Re: [PATCHSET v3] mq-deadline and BFQ scalability improvements

Jens Axboe <axboe@xxxxxxxxx> · Tue, 23 Jan 2024 15:14:27 -0700

On 1/23/24 1:03 PM, Oleksandr Natalenko wrote:
> Hello.
> 
> On ?ter? 23. ledna 2024 18:34:12 CET Jens Axboe wrote:
>> Hi,
>>
>> It's no secret that mq-deadline doesn't scale very well - it was
>> originally done as a proof-of-concept conversion from deadline, when the
>> blk-mq multiqueue layer was written. In the single queue world, the
>> queue lock protected the IO scheduler as well, and mq-deadline simply
>> adopted an internal dd->lock to fill the place of that.
>>
>> While mq-deadline works under blk-mq and doesn't suffer any scaling on
>> that side, as soon as request insertion or dispatch is done, we're
>> hitting the per-queue dd->lock quite intensely. On a basic test box
>> with 16 cores / 32 threads, running a number of IO intensive threads
>> on either null_blk (single hw queue) or nvme0n1 (many hw queues) shows
>> this quite easily:
>>
>> The test case looks like this:
>>
>> fio --bs=512 --group_reporting=1 --gtod_reduce=1 --invalidate=1 \
>> 	--ioengine=io_uring --norandommap --runtime=60 --rw=randread \
>> 	--thread --time_based=1 --buffered=0 --fixedbufs=1 --numjobs=32 \
>> 	--iodepth=4 --iodepth_batch_submit=4 --iodepth_batch_complete=4 \
>> 	--name=scaletest --filename=/dev/$DEV
>>
>> and is being run on a desktop 7950X box.
>>
>> which is 32 threads each doing 4 IOs, for a total queue depth of 128.
>>
>> Results before the patches:
>>
>> Device		IOPS	sys	contention	diff
>> ====================================================
>> null_blk	879K	89%	93.6%
>> nvme0n1		901K	86%	94.5%
>>
>> which looks pretty miserable, most of the time is spent contending on
>> the queue lock.
>>
>> This RFC patchset attempts to address that by:
>>
>> 1) Serializing dispatch of requests.
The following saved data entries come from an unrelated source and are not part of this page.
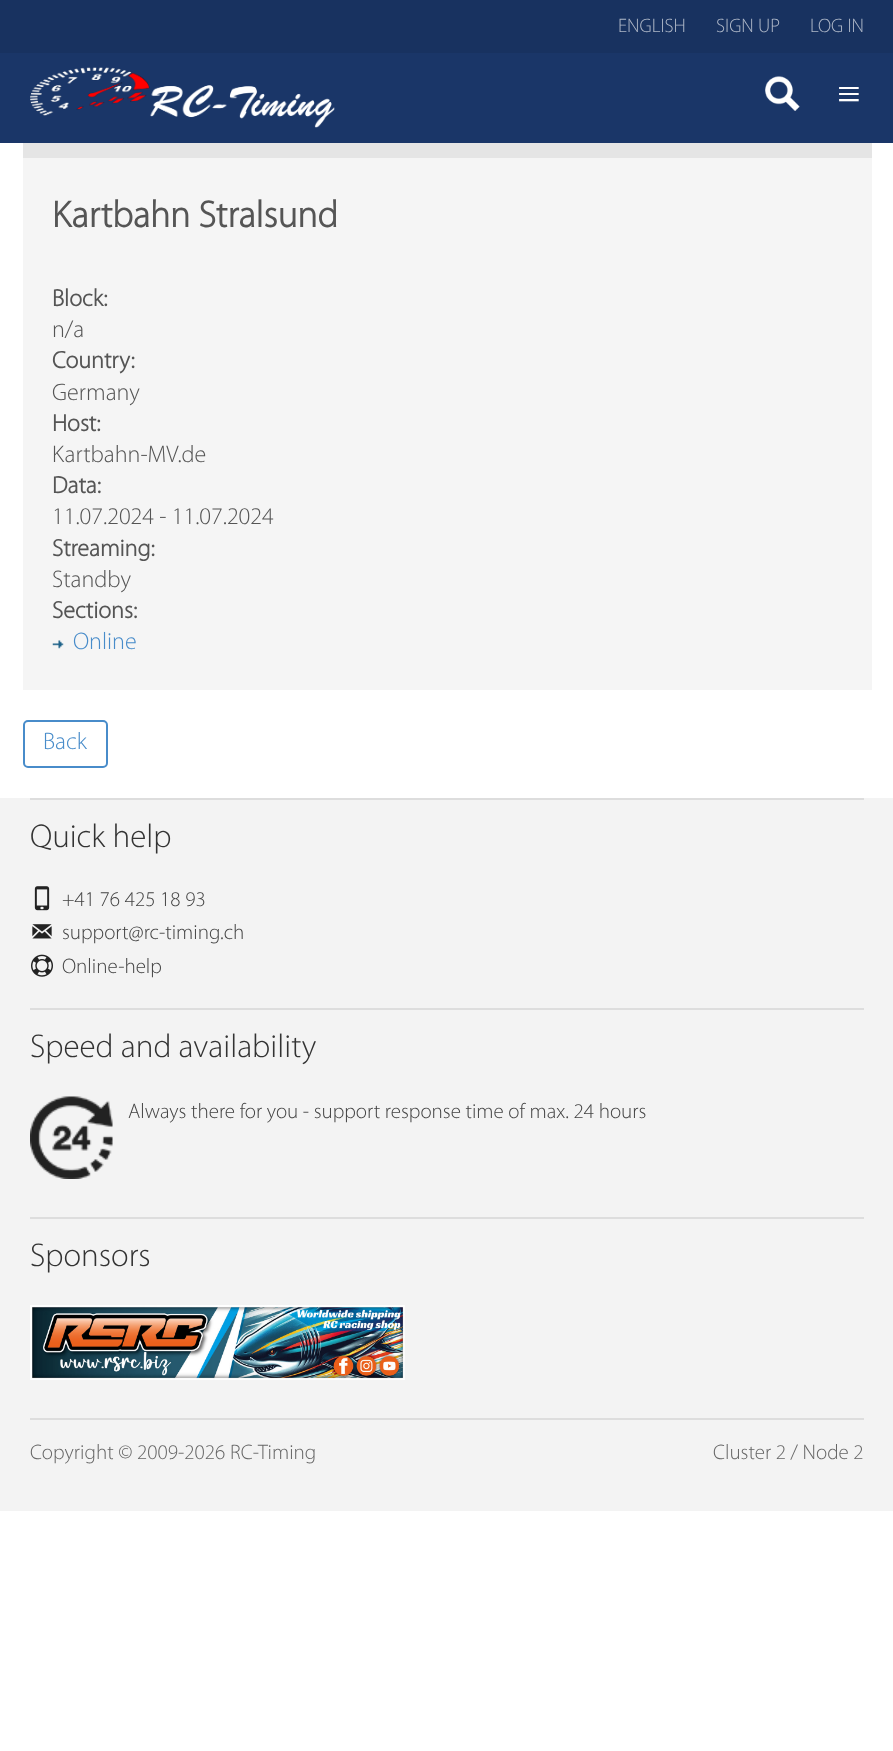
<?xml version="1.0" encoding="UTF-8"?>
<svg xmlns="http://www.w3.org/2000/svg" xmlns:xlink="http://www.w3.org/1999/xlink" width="893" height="1751">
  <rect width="100%" height="100%" fill="#ffffff" />
  <rect y="53" width="893" height="90" fill="#1a3668" />
  <rect width="893" height="53" fill="#183260" />
  <image x="30" y="67" width="305" height="61" xlink:href="image1.png" />
  <image x="765" y="76" width="35" height="35" xlink:href="image2.png" />
  <rect x="23" y="158" width="849" height="532" fill="#f5f5f5" />
  <rect x="23" y="143" width="849" height="15" fill="#e5e5e5" />
  <image x="52" y="640" width="12" height="9" xlink:href="image3.png" />
  <rect x="24" y="721" width="83" height="46" rx="4" fill="none" stroke="#488cca" stroke-width="2" />
  <rect y="798" width="893" height="713" fill="#f3f3f3" />
  <rect x="30" y="798" width="834" height="2" fill="#dddddd" />
  <image x="34" y="886" width="16" height="25" xlink:href="image4.png" />
  <image x="32" y="924" width="20" height="15" xlink:href="image5.png" />
  <image x="31" y="954" width="22" height="23" xlink:href="image6.png" />
  <rect x="30" y="1008" width="834" height="2" fill="#dddddd" />
  <rect x="30" y="1217" width="834" height="2" fill="#dddddd" />
  <image x="30" y="1096" width="83" height="83" xlink:href="image7.png" />
  <image x="30" y="1305" width="375" height="75" xlink:href="image8.png" />
  <rect x="30" y="1418" width="834" height="2" fill="#dddddd" />
  <text x="618" y="32" style="font-family: Myriad; font-size: 19.5px; font-weight: 300; fill: #aeb7c7">ENGLISH</text>
  <text x="716" y="32" style="font-family: Myriad; font-size: 19.5px; font-weight: 300; fill: #aeb7c7">SIGN UP</text>
  <text x="810" y="32" style="font-family: Myriad; font-size: 19.5px; font-weight: 300; fill: #aeb7c7">LOG IN</text>
  <text x="837" y="108" style="font-family: Liberation Serif; font-size: 42px; fill: #ffffff">≡</text>
  <text x="52" y="227" style="font-family: Myriad; font-size: 37.5px; font-weight: bold; fill: #555555">Kartbahn Stralsund</text>
  <text x="52" y="306" style="font-family: Myriad; font-size: 24px; font-weight: bold; fill: #555555">Block:</text>
  <text x="52" y="337" style="font-family: Myriad; font-size: 24px; font-weight: 300; fill: #555555">n/a</text>
  <text x="52" y="368" style="font-family: Myriad; font-size: 24px; font-weight: bold; fill: #555555">Country:</text>
  <text x="52" y="400" style="font-family: Myriad; font-size: 24px; font-weight: 300; fill: #555555">Germany</text>
  <text x="52" y="431" style="font-family: Myriad; font-size: 24px; font-weight: bold; fill: #555555">Host:</text>
  <text x="52" y="462" style="font-family: Myriad; font-size: 24px; font-weight: 300; fill: #555555">Kartbahn-MV.de</text>
  <text x="52" y="493" style="font-family: Myriad; font-size: 24px; font-weight: bold; fill: #555555">Data:</text>
  <text x="52" y="524" style="font-family: Myriad; font-size: 24px; font-weight: 300; fill: #555555">11.07.2024 - 11.07.2024</text>
  <text x="52" y="556" style="font-family: Myriad; font-size: 24px; font-weight: bold; fill: #555555">Streaming:</text>
  <text x="52" y="587" style="font-family: Myriad; font-size: 24px; font-weight: 300; fill: #555555">Standby</text>
  <text x="52" y="618" style="font-family: Myriad; font-size: 24px; font-weight: bold; fill: #555555">Sections:</text>
  <text x="73" y="649" style="font-family: Myriad; font-size: 24px; font-weight: 300; fill: #488cca">Online</text>
  <text x="43" y="749" style="font-family: Myriad; font-size: 24px; font-weight: 300; fill: #488cca">Back</text>
  <text x="30" y="847" style="font-family: Myriad; font-size: 33px; font-weight: 300; fill: #333333">Quick help</text>
  <text x="62" y="906" style="font-family: Myriad; font-size: 21px; font-weight: 300; fill: #444444">+41 76 425 18 93</text>
  <text x="62" y="939" style="font-family: Myriad; font-size: 21px; font-weight: 300; fill: #444444">support@rc-timing.ch</text>
  <text x="62" y="973" style="font-family: Myriad; font-size: 21px; font-weight: 300; fill: #444444">Online-help</text>
  <text x="30" y="1057" style="font-family: Myriad; font-size: 33px; font-weight: 300; fill: #333333">Speed and availability</text>
  <text x="128" y="1118" style="font-family: Myriad; font-size: 21px; font-weight: 300; fill: #444444">Always there for you - support response time of max. 24 hours</text>
  <text x="30" y="1266" style="font-family: Myriad; font-size: 33px; font-weight: 300; fill: #333333">Sponsors</text>
  <text x="30" y="1459" style="font-family: Myriad; font-size: 21px; font-weight: 300; fill: #666666">Copyright © 2009-2026 RC-Timing</text>
  <text x="713" y="1459" style="font-family: Myriad; font-size: 21px; font-weight: 300; fill: #666666">Cluster 2 / Node 2</text>
</svg>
If we fail dispatching, rely on
>>    the next completion to dispatch the next one. This could potentially
>>    reduce the overall depth achieved on the device side, however even
>>    for the heavily contended test I'm running here, no observable
>>    change is seen. This is patch 2.
>>
>> 2) Serialize request insertion, using internal per-cpu lists to
>>    temporarily store requests until insertion can proceed. This is
>>    patch 3.
>>
>> 3) Skip expensive merges if the queue is already contended. Reasonings
>>    provided in that patch, patch 4.
>>
>> With that in place, the same test case now does:
>>
>> Device		IOPS	sys	contention	diff
>> ====================================================
>> null_blk	2867K	11.1%	~6.0%		+226%
>> nvme0n1		3162K	 9.9%	~5.0%		+250%
>>
>> and while that doesn't completely eliminate the lock contention, it's
>> oodles better than what it was before. The throughput increase shows
>> that nicely, with more than a 200% improvement for both cases.
>>
>> Since the above is very high IOPS testing to show the scalability
>> limitations, I also ran this on a more normal drive on a Dell R7525 test
>> box. It doesn't change the performance there (around 66K IOPS), but
>> it does reduce the system time required to do the IO from 12.6% to
>> 10.7%, or about 20% less time spent in the kernel.
>>
>>  block/mq-deadline.c | 178 +++++++++++++++++++++++++++++++++++++++-----
>>  1 file changed, 161 insertions(+), 17 deletions(-)
>>
>> Since v2:
>> 	- Update mq-deadline insertion locking optimization patch to
>> 	  use Bart's variant instead. This also drops the per-cpu
>> 	  buckets and hence resolves the need to potentially make
>> 	  the number of buckets dependent on the host.
>> 	- Use locking bitops
>> 	- Add similar series for BFQ, with good results as well
>> 	- Rebase on 6.8-rc1
>>
>>
>>
> 
> I'm running this for a couple of days with no issues, hence for the series:
> 
> Tested-by: Oleksandr Natalenko <oleksandr@xxxxxxxxxxxxxx>

That's great to know, thanks for testing!

-- 
Jens Axboe